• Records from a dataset
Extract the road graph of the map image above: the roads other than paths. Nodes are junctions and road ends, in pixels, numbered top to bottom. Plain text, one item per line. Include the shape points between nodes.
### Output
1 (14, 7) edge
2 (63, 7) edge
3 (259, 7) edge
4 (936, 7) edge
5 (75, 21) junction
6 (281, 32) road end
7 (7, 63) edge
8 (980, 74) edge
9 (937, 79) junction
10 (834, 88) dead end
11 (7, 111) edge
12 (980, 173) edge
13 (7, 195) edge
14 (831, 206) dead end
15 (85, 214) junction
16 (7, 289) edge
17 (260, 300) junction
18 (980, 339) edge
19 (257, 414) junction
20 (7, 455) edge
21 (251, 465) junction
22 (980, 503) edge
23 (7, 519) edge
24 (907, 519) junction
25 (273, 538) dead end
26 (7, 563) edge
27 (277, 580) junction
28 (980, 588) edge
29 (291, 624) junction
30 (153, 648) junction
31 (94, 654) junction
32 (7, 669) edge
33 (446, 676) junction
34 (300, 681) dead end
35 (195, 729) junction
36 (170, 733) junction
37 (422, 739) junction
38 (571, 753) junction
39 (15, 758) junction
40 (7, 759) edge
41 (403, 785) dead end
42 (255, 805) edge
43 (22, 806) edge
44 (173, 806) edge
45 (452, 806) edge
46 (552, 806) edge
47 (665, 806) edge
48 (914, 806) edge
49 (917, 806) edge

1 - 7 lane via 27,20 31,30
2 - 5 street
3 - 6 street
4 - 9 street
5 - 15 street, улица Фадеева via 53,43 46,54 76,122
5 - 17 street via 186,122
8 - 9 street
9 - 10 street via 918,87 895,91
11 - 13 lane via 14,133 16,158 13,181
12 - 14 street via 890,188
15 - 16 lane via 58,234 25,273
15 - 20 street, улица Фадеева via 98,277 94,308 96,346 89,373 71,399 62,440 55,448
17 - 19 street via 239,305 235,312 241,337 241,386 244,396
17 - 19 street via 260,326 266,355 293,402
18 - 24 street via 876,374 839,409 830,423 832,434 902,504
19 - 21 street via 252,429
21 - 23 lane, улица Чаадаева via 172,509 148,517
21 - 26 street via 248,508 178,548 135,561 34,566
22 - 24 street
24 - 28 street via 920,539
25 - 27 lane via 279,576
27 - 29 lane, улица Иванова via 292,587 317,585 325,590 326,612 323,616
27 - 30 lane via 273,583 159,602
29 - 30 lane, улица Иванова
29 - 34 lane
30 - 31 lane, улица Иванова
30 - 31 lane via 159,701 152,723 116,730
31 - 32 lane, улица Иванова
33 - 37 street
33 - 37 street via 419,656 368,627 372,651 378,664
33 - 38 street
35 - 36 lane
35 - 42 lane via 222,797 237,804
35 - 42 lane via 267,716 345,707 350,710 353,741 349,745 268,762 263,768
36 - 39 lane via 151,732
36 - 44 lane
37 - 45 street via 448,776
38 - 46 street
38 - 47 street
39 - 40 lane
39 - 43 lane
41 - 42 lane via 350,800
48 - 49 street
==
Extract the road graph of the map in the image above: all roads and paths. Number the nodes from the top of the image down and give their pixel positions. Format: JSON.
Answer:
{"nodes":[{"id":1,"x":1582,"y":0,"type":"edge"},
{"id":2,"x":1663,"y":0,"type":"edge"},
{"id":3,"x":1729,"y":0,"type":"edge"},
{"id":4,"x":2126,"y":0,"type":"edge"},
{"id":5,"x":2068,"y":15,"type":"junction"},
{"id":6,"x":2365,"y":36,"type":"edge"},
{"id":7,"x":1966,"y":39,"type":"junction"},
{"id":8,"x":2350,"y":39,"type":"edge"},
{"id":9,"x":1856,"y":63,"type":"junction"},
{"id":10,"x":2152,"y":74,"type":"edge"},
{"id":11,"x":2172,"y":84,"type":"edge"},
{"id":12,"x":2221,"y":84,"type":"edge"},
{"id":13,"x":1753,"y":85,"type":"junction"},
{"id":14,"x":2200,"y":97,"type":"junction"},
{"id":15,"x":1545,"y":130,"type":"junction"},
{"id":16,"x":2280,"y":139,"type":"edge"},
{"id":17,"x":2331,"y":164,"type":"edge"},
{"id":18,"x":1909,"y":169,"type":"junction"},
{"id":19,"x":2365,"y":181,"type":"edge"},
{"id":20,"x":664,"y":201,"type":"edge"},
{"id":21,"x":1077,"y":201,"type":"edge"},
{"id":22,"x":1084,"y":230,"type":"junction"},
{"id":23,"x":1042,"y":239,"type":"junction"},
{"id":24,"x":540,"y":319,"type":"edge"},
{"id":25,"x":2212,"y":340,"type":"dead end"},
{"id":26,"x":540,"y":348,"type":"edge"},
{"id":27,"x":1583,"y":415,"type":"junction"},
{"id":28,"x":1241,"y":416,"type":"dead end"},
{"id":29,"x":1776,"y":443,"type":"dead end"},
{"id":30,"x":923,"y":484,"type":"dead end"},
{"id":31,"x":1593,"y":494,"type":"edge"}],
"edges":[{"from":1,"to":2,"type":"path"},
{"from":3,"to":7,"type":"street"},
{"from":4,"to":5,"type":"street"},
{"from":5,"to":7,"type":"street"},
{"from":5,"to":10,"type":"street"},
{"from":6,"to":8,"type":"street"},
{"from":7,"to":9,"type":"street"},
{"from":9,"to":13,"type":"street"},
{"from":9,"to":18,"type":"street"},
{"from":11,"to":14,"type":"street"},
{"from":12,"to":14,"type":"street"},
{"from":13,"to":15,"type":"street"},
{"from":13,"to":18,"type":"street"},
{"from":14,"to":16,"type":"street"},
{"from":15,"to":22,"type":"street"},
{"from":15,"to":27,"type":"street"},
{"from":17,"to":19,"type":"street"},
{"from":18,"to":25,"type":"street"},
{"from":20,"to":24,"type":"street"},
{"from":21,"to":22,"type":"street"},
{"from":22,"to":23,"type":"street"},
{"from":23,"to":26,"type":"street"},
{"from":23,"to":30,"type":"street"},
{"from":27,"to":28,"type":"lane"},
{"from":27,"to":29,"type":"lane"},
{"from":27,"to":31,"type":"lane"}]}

• ABOUT THIS TASK
Whenever a line in the records above contains the string "roads", copy that line.

• RESULT
Extract the road graph of the map image above: the roads other than paths. Nodes are junctions and road ends, in pixels, numbered top to bottom. Plain text, one item per line. Include the shape points between nodes.
Extract the road graph of the map in the image above: all roads and paths. Number the nodes from the top of the image down and give their pixel positions. Format: JSON.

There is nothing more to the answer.